Redazione Adempia
Sentirsi sicuri nella propria casa è importante. Si tratta di un’esigenza fondamentale per chi vive in aree isolate, per chi si trova in una zona particolarmente trafficata o per chiunque voglia monitorare la sua proprietà al fine di tenerla al sicuro.
In un'epoca in cui però il diritto alla privacy la fa da padrone, sorge spontanea una domanda: è legittimo installare un impianto di videosorveglianza privato? La normativa si è espressa su questo punto, stabilendo precise regole che devono essere rispettate, pena sanzioni economiche molto elevate.
GDPR e Codice Civile: le normative sul tema della videosorveglianza privata
Secondo quanto riportano le normative come il GDPR (General Data Protection Regulation) e, nello specifico l’articolo 1102 del Codice Civile, non è sempre necessario chiedere il via libera al Garante della Privacy per installare una videocamera.
Di primo impatto sembrerebbe quindi che ogni privato sia libero di installare una propria telecamera, anche sulle mura del condominio. Se, ad esempio, una persona installa quindi una videocamera di sorveglianza sul muro del condominio, finalizzata a riprendere - per esempio - la porta del proprio garage, è legittimata a farlo, ma ci sono delle regole da rispettare.
Prima di tutto la telecamera ad uso privato deve riprendere solo le aree di propria proprietà e pertinenza. Secondariamente gli altri condomini devono essere informati dell’esistenza di questo impianto di videosorveglianza. Il Codice Civile, infatti, parla chiaro obbligando i proprietari dell’impianto ad installare cartelli riportanti la dicitura “area videosorvegliata” e ad ottenere il parere favorevole di almeno la metà dei millesimi. Inoltre le immagini non devono essere diffuse a terzi.
Tuttavia, se la videocamera inquadra non solo una zona privata come una porta, ma anche aree condominiali pubbliche o di terzi allora la facoltà di installare la videocamera viene meno.
Tutto questo a patto che non vi sia un legittimo interesse.
Cosa si intende con “legittimo interesse”?
In linea generale, come abbiamo visto, non si può riprendere con il proprio sistema di videosorveglianza privato aree di uso comune, piazze o parcheggi. Tuttavia esiste una piccola eccezione che è rappresentata proprio dal concetto di legittimo interesse.
Ricordiamo che è necessario prima di tutto dimostrare che esiste una ragione valida dietro a questa scelta, magari perché vi è una minaccia attuale alla proprietà. Inoltre, se possibile, sarebbe importante suffragare questa decisione di riprendere aree comuni con documenti come denunce precedenti, e dimostrare che non esistono alternative meno invasive.
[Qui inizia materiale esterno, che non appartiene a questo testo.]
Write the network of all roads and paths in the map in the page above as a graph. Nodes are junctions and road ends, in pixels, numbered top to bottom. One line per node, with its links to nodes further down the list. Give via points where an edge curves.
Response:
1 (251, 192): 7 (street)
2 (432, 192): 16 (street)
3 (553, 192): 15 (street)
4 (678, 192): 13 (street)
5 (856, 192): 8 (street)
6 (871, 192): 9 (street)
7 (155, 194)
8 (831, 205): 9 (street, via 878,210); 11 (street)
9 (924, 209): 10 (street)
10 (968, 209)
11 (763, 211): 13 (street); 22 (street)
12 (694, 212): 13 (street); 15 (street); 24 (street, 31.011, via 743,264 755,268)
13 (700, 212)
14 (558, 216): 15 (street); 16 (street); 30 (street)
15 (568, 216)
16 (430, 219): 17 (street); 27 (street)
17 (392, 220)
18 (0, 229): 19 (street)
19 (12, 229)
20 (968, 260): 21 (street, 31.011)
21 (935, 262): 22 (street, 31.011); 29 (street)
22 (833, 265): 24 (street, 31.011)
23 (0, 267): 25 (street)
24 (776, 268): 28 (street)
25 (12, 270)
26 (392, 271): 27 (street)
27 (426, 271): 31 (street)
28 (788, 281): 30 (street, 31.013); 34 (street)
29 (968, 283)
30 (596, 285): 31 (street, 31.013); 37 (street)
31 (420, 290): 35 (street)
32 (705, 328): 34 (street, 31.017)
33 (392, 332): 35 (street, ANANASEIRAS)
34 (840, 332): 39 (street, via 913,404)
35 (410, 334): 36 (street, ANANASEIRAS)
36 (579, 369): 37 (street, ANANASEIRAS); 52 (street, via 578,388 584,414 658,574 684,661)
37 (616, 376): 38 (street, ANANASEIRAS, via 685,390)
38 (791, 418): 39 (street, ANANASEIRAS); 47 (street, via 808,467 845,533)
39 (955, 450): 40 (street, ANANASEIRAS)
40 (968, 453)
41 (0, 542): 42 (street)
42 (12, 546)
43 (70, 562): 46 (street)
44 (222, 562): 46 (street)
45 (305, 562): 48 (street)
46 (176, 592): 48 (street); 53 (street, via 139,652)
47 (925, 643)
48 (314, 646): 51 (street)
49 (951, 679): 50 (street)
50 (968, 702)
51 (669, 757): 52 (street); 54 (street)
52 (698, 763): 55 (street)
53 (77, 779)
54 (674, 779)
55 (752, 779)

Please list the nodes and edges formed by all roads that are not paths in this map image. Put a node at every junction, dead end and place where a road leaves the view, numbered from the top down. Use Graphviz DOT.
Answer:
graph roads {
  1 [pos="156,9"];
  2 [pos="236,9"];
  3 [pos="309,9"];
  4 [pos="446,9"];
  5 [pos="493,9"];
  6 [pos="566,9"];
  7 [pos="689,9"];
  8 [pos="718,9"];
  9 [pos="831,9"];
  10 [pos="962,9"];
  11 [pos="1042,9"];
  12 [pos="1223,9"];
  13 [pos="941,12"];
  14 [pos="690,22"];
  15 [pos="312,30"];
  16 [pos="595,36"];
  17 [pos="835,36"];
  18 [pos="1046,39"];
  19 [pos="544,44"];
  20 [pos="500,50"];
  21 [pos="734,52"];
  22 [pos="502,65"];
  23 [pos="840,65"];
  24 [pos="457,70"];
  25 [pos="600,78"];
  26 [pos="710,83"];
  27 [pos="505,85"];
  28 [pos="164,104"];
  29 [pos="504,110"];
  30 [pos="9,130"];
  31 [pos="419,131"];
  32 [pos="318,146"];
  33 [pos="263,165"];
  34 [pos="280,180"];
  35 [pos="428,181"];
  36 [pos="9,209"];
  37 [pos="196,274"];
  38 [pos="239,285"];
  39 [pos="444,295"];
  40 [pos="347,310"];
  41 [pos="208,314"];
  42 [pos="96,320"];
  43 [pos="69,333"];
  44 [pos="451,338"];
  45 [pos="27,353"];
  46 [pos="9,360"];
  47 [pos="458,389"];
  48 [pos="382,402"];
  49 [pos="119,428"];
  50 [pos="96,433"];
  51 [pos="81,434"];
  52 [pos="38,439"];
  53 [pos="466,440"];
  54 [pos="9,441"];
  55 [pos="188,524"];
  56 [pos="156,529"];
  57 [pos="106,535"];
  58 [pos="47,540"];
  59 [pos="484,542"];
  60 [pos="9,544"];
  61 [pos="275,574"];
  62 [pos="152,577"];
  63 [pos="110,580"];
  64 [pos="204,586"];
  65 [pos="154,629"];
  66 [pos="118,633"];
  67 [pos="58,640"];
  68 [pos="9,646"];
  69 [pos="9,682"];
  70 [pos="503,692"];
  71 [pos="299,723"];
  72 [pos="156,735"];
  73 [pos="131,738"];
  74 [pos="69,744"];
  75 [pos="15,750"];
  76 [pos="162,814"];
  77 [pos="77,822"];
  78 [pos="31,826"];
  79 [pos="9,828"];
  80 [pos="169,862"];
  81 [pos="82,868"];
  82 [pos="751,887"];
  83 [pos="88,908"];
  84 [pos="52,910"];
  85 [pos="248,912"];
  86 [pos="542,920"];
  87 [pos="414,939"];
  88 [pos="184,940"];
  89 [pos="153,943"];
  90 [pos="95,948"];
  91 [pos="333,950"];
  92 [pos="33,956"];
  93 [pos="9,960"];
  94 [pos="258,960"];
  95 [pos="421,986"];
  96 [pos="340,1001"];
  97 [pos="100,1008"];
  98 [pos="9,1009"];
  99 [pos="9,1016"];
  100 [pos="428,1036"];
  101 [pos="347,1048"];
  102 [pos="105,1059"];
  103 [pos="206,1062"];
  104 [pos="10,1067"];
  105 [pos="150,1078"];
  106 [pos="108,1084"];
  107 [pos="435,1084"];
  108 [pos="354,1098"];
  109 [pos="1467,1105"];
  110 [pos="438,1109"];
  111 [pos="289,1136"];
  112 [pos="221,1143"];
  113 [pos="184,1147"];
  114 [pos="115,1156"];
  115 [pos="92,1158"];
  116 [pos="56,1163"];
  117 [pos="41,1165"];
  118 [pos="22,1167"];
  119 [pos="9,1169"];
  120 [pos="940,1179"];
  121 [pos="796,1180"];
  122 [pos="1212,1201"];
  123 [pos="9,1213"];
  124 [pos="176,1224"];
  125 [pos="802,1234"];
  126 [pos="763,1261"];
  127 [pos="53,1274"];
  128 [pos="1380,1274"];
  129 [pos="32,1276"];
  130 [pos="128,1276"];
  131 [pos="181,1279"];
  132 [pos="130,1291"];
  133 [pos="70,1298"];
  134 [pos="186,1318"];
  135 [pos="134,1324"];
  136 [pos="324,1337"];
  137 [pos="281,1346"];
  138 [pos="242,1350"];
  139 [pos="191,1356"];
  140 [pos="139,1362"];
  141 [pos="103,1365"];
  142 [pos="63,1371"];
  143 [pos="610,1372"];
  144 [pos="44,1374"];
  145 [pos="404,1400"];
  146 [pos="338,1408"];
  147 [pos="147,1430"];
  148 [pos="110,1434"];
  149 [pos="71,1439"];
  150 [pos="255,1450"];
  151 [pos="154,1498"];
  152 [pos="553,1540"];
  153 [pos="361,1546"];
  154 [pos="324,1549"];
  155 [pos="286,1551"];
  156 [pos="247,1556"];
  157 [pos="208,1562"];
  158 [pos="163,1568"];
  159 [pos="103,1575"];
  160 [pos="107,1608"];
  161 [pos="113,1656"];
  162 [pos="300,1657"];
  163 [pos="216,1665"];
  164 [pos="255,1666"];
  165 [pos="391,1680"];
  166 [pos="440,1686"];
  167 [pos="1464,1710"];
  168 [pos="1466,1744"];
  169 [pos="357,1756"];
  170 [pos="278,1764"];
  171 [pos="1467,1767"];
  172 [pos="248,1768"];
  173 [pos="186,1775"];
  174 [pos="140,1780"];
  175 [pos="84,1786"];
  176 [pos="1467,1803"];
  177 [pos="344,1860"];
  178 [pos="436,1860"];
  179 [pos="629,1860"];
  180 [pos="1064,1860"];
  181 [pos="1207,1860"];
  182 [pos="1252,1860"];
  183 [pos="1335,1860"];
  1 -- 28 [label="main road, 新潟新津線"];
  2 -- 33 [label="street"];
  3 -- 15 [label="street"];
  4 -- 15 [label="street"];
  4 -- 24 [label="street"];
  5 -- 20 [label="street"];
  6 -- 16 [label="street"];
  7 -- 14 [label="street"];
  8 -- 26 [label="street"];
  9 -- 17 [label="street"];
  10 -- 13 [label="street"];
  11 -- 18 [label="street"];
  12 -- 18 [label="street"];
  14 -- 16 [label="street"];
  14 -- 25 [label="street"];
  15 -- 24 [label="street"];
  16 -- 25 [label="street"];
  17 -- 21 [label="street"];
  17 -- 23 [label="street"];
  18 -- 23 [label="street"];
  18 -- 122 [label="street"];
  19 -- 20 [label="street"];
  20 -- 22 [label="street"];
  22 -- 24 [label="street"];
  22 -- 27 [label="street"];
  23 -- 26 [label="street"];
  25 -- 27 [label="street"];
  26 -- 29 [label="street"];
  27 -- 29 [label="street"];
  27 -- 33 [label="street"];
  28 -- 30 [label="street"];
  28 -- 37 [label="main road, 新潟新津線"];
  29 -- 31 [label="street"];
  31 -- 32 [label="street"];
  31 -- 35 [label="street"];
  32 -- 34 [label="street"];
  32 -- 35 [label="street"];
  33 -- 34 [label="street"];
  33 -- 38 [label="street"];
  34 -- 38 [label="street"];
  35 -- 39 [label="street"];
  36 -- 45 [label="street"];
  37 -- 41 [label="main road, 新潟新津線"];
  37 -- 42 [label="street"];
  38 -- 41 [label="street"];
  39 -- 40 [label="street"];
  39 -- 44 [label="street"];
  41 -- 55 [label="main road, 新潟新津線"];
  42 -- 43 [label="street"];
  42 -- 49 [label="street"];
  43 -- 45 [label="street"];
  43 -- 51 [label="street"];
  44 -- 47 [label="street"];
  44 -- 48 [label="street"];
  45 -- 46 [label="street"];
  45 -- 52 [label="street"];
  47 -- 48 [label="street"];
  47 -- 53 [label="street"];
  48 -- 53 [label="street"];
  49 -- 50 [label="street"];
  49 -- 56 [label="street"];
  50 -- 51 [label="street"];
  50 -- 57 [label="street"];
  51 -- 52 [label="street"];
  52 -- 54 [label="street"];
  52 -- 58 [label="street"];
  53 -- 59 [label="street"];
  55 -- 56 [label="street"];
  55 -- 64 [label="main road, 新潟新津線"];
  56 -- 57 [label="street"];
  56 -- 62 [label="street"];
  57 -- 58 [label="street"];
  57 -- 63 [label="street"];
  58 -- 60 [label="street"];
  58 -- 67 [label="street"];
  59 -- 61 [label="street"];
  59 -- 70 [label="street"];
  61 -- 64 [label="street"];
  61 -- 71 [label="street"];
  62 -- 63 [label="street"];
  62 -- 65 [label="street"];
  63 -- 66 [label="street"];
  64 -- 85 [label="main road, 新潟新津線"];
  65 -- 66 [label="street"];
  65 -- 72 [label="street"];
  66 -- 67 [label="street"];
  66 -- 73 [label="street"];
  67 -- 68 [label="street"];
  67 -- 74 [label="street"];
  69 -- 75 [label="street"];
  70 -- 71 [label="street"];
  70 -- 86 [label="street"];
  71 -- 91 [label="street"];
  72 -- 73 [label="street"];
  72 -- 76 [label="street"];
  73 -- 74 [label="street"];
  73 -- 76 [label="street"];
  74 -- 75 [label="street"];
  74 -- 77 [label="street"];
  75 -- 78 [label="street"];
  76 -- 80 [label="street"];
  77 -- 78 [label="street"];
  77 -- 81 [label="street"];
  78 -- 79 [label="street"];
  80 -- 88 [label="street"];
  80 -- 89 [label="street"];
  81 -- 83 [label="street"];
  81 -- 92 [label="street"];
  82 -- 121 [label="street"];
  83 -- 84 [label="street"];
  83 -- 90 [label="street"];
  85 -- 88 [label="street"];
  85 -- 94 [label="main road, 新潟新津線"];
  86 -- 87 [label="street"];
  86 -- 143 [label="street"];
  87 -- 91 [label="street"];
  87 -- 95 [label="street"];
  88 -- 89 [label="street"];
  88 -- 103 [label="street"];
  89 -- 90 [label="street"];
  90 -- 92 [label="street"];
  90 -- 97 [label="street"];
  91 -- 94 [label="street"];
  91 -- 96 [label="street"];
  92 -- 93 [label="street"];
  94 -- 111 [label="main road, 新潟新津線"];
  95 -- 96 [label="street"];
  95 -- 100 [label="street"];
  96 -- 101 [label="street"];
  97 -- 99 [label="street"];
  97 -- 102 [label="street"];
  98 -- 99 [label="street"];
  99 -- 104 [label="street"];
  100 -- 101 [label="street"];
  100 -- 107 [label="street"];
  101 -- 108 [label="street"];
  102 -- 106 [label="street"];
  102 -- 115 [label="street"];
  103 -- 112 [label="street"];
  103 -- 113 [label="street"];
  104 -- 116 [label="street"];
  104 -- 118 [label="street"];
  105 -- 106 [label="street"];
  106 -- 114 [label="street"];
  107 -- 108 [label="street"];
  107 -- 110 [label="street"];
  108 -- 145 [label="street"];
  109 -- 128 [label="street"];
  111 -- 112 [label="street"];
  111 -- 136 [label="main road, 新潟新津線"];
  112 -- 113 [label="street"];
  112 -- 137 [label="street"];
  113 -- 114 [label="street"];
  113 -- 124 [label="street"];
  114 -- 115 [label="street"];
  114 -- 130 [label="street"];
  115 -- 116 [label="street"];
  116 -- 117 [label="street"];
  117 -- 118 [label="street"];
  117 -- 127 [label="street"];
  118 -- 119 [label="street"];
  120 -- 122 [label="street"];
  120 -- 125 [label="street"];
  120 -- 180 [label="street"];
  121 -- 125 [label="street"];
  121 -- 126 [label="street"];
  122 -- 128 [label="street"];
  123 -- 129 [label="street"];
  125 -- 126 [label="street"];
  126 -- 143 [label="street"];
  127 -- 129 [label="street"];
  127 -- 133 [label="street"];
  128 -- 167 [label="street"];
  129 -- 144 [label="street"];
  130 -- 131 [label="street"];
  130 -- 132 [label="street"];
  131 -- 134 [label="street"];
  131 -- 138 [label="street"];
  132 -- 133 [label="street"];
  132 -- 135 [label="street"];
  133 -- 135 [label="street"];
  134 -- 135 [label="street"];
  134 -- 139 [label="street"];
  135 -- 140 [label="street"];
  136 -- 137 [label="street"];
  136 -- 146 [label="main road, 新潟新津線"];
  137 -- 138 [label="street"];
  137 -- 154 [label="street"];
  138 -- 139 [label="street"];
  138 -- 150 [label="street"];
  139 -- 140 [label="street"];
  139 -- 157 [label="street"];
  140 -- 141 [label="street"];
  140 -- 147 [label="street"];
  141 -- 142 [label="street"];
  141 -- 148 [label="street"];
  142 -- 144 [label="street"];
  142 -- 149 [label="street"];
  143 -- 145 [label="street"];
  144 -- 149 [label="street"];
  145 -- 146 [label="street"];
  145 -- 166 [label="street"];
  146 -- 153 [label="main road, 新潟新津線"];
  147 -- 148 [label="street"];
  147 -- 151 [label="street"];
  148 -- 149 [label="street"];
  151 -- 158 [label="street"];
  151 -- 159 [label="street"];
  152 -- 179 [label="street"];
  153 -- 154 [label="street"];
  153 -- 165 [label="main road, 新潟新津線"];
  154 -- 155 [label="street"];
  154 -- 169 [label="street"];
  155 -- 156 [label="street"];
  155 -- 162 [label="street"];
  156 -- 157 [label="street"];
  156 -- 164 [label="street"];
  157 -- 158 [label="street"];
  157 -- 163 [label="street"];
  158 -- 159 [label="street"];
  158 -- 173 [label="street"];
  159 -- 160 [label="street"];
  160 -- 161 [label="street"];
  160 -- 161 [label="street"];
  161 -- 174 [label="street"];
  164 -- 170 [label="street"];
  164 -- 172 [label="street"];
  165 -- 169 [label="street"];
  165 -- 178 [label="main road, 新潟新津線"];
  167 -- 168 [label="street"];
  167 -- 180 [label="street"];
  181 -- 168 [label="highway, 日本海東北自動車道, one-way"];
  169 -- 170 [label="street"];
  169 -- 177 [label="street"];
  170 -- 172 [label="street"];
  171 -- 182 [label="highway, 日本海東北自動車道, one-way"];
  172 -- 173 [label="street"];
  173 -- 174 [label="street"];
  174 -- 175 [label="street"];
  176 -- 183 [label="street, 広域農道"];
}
La legislazione sul tema corre dunque su un filo sottile in un evidente tentativo di equilibrio tra protezione della proprietà privata e rispetto della privacy delle persone coinvolte. Per questo motivo, in sede giudiziaria, la legittimità dei filmati che ritraggono parti terze, ottenuti da un sistema di videosorveglianza privato, viene dibattuto caso per caso. Analizzando la tipologia di ripresa e di conseguenza valutandone la legittimità laddove si sia eventualmente violata la privacy altrui.
Videosorveglianza privata: sì, ma con cautela
In linea generale quindi, i condomini che vogliono installare un impianto di video sorveglianza privato, sfruttando parti comuni del condominio e riprendendo aree di loro proprietà, possono farlo. Ma sono responsabili del trattamento dei dati personali altrui. Le registrazioni devono essere protette, conservate per un massimo di 24 ore e il diritto alla riservatezza dei singoli deve assolutamente essere rispettato. Laddove invece vi siano riprese che interessano aree comuni, i proprietari dell’impianto dovranno acquisire il voto favorevole dell’Assemblea condominiale ed essere in grado di spiegare le ragioni che hanno portato all’installazione della videocamera dimostrandone un legittimo interesse.